Ordu ve hükümetin, Rohingya halkını vatandaşlık haklarından mahrum bırakması, geniş çaplı insan hakları ihlallerine neden olan uygulamaları, Myanmar’daki etnik temizliğin tüm felaketini gözler önüne seriyor.
Uluslararası Ceza Mahkemesi ve Birleşmiş Milletler bu etnik temizlik ve şiddet eylemlerinden Myanmar ordu yetkililerini sorumlu tutuyor ve bu yetkilileri yargılamak için çalışmalar yapıyor. Ancak, bu tür davalar genellikle uzun sürdüğü ve sonuçlanması zaman aldığı için Rohingya Müslümanlarına zulüm hız kesmiyor.
Eritre
Eritre’de, Isaias Afwerki liderliğinde, hem yerli hem de yabancı gruplara karşı uygulanan sert ve ayrımcı politikalar, ülkede ciddi insan hakları ihlalleri olduğunu, dini ve etnik azınlıkların sert baskılara maruz kaldığını gösteriyor.
Kuzey Kore
Kim Jong-un liderliğindeki Kuzey Kore’nin ideolojisi daha çok Juche (özgüven) ve Songun (ordu önceliği) ilkelerine dayanıyor. Yani, hermetik bir toplum ve baskıcı bir yönetim var. Dahası bu ideoloji çerçevesinde milliyetçilik ve etnik homojenlik vurgulanıyor.

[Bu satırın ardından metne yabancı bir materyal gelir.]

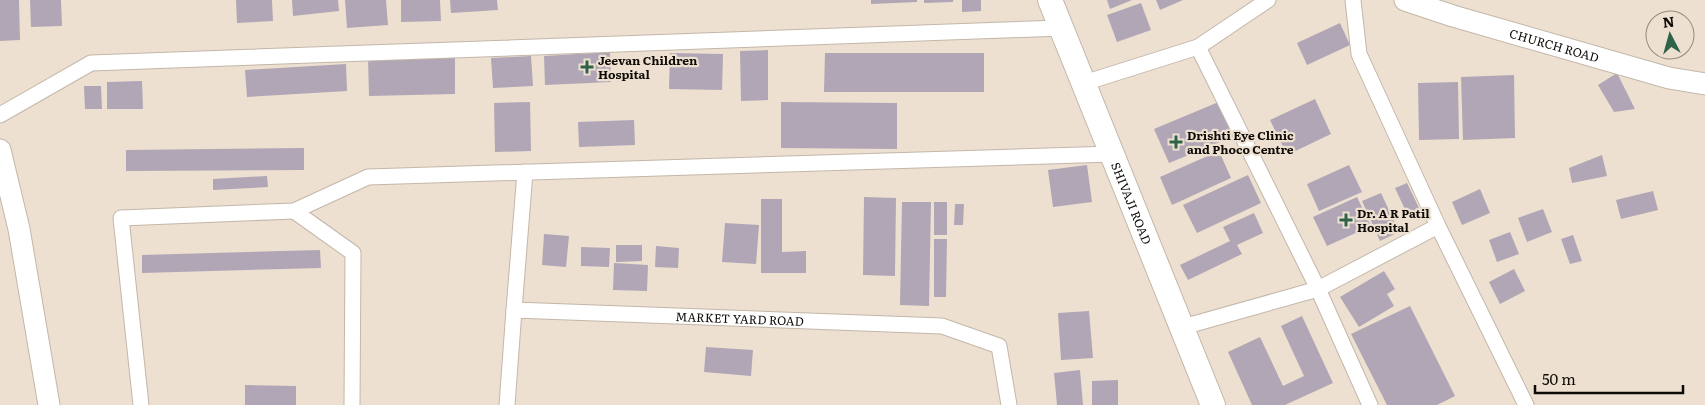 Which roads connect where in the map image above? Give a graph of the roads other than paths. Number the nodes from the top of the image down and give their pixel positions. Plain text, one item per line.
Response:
1 (1050, 0) edge
2 (1268, 0) edge
3 (1353, 0) edge
4 (1404, 0) edge
5 (1061, 28) junction
6 (1198, 47) junction
7 (1084, 83) junction
8 (1705, 84) edge
9 (0, 116) edge
10 (0, 150) edge
11 (1112, 154) junction
12 (525, 172) junction
13 (294, 211) junction
14 (1438, 226) junction
15 (1318, 289) junction
16 (514, 310) junction
17 (1182, 327) junction
18 (49, 405) edge
19 (141, 405) edge
20 (352, 405) edge
21 (507, 405) edge
22 (1008, 405) edge
23 (1213, 405) edge
24 (1370, 405) edge
25 (1526, 405) edge

1 - 5 main road, SHIVAJI ROAD
2 - 6 street
3 - 14 street
4 - 8 main road, CHURCH ROAD
5 - 7 main road, SHIVAJI ROAD
5 - 9 street
6 - 7 street
6 - 15 street
7 - 11 main road, SHIVAJI ROAD
10 - 18 main road
11 - 12 street
11 - 17 main road, SHIVAJI ROAD
12 - 13 street
12 - 16 street
13 - 19 street
13 - 20 street
14 - 15 street
14 - 25 street
15 - 17 street
15 - 24 street
16 - 21 street
16 - 22 street, MARKET YARD ROAD
17 - 23 main road, SHIVAJI ROAD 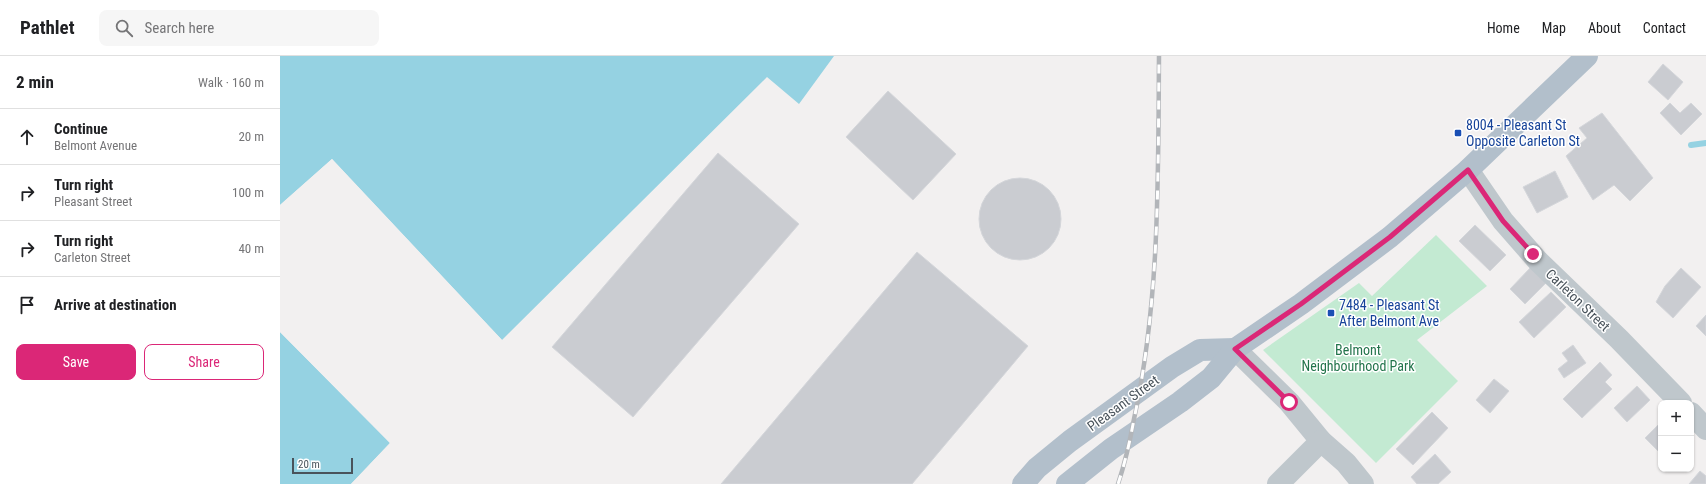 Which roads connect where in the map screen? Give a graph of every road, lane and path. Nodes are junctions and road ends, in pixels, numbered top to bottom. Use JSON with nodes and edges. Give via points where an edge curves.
{"nodes":[{"id":1,"x":1587,"y":56,"type":"edge"},
{"id":2,"x":1468,"y":170,"type":"junction"},
{"id":3,"x":1235,"y":349,"type":"junction"},
{"id":4,"x":1678,"y":400,"type":"edge"},
{"id":5,"x":1694,"y":416,"type":"edge"},
{"id":6,"x":1706,"y":429,"type":"edge"},
{"id":7,"x":1321,"y":441,"type":"junction"},
{"id":8,"x":1024,"y":484,"type":"edge"},
{"id":9,"x":1067,"y":484,"type":"edge"},
{"id":10,"x":1278,"y":484,"type":"edge"},
{"id":11,"x":1363,"y":484,"type":"edge"}],
"edges":[{"from":1,"to":2,"type":"main road"},
{"from":2,"to":3,"type":"main road","via":[[1390,237],[1301,304]]},
{"from":2,"to":4,"type":"street","name":"Carleton Street","via":[[1503,221],[1538,261]]},
{"from":3,"to":7,"type":"street","via":[[1289,402]]},
{"from":3,"to":8,"type":"main road","name":"Pleasant Street","via":[[1200,350],[1172,367],[1070,441],[1038,468]]},
{"from":3,"to":9,"type":"main road","via":[[1211,378],[1111,449]]},
{"from":5,"to":6,"type":"street"},
{"from":7,"to":10,"type":"street"},
{"from":7,"to":11,"type":"street","via":[[1346,463]]}]} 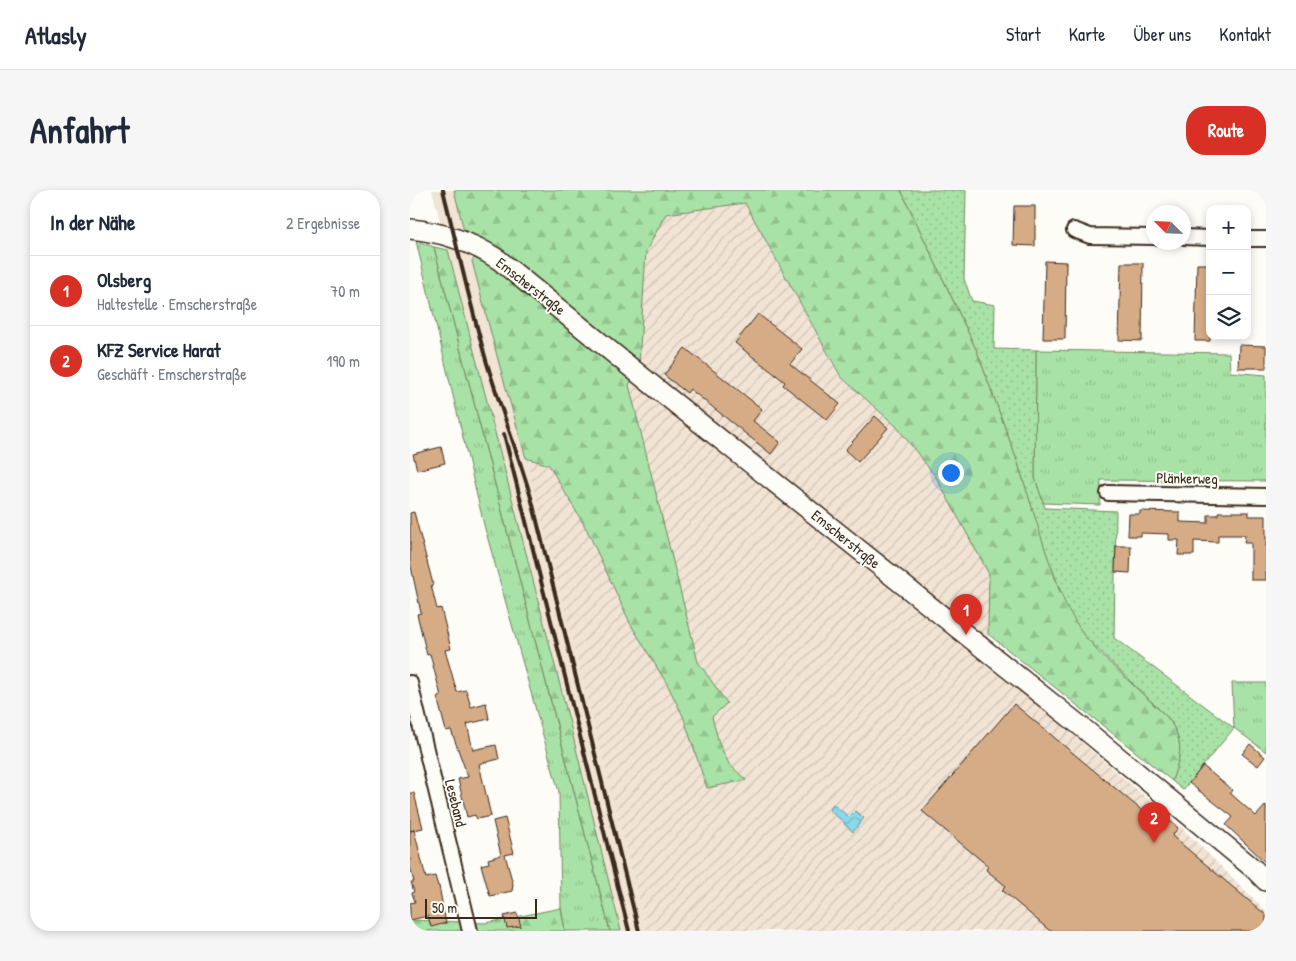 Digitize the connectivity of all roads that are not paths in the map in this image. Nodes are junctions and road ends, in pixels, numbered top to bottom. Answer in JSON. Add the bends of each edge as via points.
{"nodes":[{"id":1,"x":410,"y":229,"type":"edge"},
{"id":2,"x":1074,"y":230,"type":"dead end"},
{"id":3,"x":1146,"y":237,"type":"edge"},
{"id":4,"x":1191,"y":238,"type":"edge"},
{"id":5,"x":1206,"y":238,"type":"edge"},
{"id":6,"x":1251,"y":239,"type":"edge"},
{"id":7,"x":1266,"y":239,"type":"edge"},
{"id":8,"x":1108,"y":493,"type":"dead end"},
{"id":9,"x":1266,"y":496,"type":"edge"},
{"id":10,"x":410,"y":683,"type":"edge"},
{"id":11,"x":1266,"y":881,"type":"edge"},
{"id":12,"x":470,"y":931,"type":"edge"}],
"edges":[{"from":1,"to":11,"type":"street","name":"Emscherstraße","via":[[455,238],[499,260],[1120,758]]},
{"from":2,"to":3,"type":"street","via":[[1090,236]]},
{"from":4,"to":5,"type":"street"},
{"from":6,"to":7,"type":"street"},
{"from":8,"to":9,"type":"street","name":"Plänkerweg"},
{"from":10,"to":12,"type":"street","name":"Leseband"}]}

Şöyle ki Kuzey Kore’de yabancı uyruklulara karşı belirgin bir ayrımcılık uygulanıyor ve genellikle yabancılarla evlilikler de yasaklanmış durumda. Zaten ülke içindeki az sayıda yabancıya veya farklı etnik kökenlere mensup insanlara karşı sistematik baskılar sık sık rapor ediliyor. Kuzey Kore'de tutuklu bulunan yabancılara yönelik kötü muamele ve adil olmayan yargı süreçleri de bu ayrımcı tutumun bir göstergesi olarak değerlendiriliyor.
Öte yandan, Kuzey Kore rejiminin kendi vatandaşlarına yönelik yaptığı propogandalar, özellikle Güney Koreliler ve Amerikalılara karşı belirgin önyargıya neden oluyor.
Kuzey Kore'nin insan hakları ihlalleri, Birleşmiş Milletler ve diğer uluslararası kuruluşlar tarafından sıklıkla kınansa da, ülkenin kapalı yapısı ve dış dünyaya kapalı politikaları nedeniyle bu eleştiriler genellikle içeride büyük bir değişikliğe yol açamıyor.
Suudi Arabistan
Suudi Arabistan, yabancı işçilere ve özellikle Asya ve Afrika kökenli göçmen işçilere karşı ayrımcı ve kötü muamele politikalarıyla eleştiriliyor.
S. Arabistan’da, işçi hakları konusunda ciddi kısıtlamalar ve insan hakları ihlalleri sık sık raporlara yansıyor.
Neo-Nazi ve beyaz üstünlükçü gruplar
Amerika Birleşik Devletleri ve Avrupa'da çeşitli neo-Nazi ve beyaz üstünlükçü gruplar aktif olarak faaliyet içendeler. Bu gruplar, antisemitik, İslamofobik ve ırkçı söylemleriyle tanınıyor.
Öte yandan, bu gruplarla mücadelede devam ediyor. Bazı grup üyeleri, nefret suçları, saldırılar ve terör eylemleri nedeniyle yargılanıp, hapsedildiler. Dahası örneğin Virginia'da 2017'de yapılan bir mitingde yaşanan ölümcül şiddet olaylarıyla ilgili suçlanan 'beyaz üstünlükçü' gruba 25 milyon dolar tazminat cezası verildi. Ama bitmiyorlar!